= Given information =
_____
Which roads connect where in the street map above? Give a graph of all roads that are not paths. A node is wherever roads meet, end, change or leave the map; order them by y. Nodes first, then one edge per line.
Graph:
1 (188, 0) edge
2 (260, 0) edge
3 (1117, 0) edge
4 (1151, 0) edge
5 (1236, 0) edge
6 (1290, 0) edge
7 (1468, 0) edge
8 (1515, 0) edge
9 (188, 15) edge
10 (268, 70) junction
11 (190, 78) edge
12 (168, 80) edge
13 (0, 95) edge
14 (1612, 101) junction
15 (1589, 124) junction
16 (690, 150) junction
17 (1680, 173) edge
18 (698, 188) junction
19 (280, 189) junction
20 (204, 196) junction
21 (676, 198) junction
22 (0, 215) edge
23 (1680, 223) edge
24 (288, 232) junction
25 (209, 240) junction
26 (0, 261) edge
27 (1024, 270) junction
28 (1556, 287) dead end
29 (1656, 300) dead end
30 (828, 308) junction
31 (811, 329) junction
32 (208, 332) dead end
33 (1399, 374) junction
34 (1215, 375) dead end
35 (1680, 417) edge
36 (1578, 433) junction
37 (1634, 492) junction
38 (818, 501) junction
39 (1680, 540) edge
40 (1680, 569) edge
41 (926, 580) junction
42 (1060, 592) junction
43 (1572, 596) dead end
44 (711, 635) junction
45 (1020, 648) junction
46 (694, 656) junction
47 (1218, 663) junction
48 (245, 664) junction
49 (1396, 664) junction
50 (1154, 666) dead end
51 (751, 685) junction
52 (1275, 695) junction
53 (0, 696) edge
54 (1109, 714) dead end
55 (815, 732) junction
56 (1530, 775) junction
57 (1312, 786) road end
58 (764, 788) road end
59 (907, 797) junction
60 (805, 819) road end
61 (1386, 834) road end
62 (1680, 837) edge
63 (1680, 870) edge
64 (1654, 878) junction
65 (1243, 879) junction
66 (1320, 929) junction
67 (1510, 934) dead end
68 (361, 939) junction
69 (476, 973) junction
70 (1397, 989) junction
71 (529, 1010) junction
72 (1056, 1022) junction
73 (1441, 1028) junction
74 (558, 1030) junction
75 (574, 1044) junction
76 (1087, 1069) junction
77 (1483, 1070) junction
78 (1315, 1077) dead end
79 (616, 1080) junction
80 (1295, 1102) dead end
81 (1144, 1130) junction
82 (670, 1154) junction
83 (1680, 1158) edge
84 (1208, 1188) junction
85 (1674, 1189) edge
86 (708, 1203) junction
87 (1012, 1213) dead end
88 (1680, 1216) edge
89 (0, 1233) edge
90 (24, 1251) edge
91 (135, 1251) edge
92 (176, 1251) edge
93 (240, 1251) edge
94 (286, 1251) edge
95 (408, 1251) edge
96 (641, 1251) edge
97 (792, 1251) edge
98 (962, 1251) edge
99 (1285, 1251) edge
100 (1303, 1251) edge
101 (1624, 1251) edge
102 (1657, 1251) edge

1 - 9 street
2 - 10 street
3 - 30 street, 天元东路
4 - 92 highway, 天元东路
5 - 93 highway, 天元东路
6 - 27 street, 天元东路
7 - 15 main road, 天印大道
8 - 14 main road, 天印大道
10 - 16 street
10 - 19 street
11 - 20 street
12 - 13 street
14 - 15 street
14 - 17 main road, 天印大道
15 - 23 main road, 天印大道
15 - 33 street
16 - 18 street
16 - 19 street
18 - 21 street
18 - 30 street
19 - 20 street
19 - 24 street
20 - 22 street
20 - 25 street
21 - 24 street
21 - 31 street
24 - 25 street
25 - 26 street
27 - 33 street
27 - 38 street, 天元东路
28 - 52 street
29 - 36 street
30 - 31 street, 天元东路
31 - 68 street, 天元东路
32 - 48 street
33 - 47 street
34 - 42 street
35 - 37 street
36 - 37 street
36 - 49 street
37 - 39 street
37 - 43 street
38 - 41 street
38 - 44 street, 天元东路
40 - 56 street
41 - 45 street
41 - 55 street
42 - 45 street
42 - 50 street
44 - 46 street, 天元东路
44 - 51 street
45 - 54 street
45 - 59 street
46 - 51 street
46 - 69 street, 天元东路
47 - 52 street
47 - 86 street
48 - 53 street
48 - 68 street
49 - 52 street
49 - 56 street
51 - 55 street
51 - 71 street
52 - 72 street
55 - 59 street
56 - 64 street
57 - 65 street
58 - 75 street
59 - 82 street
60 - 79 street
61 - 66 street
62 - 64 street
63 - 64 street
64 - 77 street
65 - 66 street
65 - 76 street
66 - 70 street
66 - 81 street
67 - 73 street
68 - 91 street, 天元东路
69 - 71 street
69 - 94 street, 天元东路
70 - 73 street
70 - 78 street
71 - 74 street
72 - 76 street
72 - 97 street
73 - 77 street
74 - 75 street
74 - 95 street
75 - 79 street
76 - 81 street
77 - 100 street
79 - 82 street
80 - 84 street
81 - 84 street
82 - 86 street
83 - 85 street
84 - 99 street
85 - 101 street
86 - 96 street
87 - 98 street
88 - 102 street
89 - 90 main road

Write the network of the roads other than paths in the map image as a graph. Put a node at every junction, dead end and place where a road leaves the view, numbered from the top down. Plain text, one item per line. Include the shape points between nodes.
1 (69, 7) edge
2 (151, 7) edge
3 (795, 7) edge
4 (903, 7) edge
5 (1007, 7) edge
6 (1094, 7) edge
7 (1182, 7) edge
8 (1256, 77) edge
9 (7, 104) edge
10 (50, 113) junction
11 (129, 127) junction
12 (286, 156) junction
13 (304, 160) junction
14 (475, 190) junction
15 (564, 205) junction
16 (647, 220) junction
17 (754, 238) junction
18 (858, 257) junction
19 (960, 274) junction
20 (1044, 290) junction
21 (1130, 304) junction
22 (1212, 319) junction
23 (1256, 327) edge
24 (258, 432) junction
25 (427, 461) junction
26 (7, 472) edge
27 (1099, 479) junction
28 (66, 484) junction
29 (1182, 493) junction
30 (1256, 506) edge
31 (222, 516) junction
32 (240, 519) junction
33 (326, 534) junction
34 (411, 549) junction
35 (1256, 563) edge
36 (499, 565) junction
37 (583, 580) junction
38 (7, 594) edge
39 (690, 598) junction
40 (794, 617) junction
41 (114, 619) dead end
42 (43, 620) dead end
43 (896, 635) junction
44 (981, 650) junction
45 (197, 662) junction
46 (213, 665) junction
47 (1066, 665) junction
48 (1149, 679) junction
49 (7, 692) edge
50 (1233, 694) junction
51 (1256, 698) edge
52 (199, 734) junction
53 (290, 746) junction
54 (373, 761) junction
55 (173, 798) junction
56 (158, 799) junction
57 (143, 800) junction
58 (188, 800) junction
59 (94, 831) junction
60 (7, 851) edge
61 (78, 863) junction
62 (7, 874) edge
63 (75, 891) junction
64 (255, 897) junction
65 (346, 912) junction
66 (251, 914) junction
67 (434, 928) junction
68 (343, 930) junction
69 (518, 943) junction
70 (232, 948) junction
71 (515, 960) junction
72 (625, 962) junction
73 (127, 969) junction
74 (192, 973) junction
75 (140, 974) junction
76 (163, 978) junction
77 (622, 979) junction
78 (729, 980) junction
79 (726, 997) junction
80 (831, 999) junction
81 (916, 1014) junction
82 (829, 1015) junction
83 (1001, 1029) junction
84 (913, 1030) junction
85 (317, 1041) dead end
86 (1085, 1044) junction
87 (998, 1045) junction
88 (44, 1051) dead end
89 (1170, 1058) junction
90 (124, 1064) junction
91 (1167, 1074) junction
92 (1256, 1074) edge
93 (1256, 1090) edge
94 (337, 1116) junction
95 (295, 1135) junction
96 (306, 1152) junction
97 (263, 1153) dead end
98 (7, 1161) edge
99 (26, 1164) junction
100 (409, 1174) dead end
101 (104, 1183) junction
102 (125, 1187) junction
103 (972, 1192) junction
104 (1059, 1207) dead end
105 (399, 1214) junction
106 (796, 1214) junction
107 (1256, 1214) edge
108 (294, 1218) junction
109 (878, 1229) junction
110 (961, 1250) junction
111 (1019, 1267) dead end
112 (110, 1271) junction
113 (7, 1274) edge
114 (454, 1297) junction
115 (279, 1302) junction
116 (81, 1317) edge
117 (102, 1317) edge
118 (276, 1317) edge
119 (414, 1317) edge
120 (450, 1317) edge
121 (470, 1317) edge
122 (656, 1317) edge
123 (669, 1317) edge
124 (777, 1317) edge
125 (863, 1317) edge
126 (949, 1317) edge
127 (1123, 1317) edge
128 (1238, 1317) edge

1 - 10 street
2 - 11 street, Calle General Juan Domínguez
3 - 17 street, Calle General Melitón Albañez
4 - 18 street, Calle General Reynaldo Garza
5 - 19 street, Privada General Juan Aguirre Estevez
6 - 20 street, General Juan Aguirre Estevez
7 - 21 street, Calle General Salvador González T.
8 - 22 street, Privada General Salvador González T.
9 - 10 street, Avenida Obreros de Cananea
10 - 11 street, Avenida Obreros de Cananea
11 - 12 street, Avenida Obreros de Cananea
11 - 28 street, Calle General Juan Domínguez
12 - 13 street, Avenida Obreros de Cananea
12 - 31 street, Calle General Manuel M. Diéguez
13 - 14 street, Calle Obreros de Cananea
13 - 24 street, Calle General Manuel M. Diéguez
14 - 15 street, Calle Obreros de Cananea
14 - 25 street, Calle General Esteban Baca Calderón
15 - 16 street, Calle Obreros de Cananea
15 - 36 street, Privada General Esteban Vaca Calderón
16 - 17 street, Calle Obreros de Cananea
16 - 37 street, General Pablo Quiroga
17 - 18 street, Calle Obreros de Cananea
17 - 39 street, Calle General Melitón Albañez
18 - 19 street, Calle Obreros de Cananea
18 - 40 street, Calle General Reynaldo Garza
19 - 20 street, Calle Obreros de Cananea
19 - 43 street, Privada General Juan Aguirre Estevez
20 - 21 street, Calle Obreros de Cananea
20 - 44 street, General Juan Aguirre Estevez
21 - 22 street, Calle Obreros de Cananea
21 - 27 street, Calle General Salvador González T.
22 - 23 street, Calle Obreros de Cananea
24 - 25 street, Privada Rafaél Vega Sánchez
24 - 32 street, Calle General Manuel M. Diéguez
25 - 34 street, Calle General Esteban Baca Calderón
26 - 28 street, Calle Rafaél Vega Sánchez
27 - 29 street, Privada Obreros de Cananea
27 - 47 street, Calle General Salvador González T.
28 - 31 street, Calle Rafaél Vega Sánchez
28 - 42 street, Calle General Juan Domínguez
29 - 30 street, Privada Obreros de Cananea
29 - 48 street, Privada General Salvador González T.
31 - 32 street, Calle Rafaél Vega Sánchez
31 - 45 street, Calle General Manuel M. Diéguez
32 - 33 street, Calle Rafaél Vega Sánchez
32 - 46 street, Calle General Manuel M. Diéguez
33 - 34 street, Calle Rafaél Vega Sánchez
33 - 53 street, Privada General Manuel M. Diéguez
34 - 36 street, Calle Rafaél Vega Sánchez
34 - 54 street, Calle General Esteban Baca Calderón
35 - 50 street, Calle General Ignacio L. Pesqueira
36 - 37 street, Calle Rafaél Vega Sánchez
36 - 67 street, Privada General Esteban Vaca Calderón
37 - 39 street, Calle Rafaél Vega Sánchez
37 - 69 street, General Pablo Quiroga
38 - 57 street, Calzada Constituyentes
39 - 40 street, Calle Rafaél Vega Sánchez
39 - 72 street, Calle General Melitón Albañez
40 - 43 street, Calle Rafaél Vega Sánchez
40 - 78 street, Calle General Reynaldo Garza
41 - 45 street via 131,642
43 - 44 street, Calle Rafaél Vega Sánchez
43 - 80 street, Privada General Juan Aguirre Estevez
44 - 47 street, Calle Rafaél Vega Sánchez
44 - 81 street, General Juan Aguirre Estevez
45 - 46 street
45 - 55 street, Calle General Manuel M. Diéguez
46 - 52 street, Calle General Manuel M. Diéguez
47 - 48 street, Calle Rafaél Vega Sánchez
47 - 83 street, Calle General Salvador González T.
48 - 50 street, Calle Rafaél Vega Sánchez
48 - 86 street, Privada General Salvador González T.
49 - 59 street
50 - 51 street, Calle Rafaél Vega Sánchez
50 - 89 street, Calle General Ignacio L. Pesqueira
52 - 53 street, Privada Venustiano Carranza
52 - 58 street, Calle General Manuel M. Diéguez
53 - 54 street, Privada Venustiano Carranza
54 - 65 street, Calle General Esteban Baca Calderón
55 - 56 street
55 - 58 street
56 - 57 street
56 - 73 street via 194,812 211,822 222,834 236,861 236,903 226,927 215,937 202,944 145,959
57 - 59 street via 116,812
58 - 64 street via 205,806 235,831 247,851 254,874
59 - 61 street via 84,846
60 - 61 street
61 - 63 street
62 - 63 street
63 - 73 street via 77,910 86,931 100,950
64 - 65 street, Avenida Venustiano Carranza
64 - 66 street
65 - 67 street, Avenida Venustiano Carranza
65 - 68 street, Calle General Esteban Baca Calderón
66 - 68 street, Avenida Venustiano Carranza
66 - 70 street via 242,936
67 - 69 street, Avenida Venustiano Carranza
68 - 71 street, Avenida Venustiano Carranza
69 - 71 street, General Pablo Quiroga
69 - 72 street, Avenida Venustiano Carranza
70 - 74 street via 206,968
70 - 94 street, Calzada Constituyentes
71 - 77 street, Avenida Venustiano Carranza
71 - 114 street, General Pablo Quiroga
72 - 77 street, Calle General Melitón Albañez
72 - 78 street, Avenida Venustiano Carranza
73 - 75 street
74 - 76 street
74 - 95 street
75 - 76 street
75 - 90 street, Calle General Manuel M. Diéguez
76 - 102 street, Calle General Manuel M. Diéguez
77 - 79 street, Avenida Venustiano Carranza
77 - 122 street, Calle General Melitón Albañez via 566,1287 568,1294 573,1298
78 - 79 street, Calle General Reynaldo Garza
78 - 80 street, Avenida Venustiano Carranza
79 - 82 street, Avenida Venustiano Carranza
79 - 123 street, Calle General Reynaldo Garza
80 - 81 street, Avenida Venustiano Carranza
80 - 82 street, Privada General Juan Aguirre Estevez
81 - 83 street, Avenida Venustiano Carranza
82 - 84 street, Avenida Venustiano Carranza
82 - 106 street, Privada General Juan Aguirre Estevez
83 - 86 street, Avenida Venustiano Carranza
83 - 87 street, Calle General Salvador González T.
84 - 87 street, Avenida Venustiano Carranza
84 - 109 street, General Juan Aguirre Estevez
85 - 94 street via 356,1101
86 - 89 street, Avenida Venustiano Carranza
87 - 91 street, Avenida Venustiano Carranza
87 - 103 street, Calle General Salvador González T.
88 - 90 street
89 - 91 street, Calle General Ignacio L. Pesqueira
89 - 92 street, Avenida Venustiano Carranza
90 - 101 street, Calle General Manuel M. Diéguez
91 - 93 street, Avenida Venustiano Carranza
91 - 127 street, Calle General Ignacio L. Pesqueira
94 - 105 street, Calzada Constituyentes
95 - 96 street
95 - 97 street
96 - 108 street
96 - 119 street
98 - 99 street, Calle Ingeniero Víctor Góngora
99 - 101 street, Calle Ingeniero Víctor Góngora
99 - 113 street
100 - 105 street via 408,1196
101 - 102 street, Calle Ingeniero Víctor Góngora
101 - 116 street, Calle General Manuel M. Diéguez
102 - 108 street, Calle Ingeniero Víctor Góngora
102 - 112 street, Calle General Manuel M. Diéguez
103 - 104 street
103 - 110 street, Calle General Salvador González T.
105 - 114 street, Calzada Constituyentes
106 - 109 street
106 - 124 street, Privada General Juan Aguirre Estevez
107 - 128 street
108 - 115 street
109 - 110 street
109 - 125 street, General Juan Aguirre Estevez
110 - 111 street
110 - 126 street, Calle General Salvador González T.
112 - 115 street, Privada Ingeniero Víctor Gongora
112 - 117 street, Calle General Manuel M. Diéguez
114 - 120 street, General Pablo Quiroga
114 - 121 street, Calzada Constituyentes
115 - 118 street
_____
Return, from the material above, every line with the word "main".

= Task solution =
7 - 15 main road, 天印大道
8 - 14 main road, 天印大道
14 - 17 main road, 天印大道
15 - 23 main road, 天印大道
89 - 90 main road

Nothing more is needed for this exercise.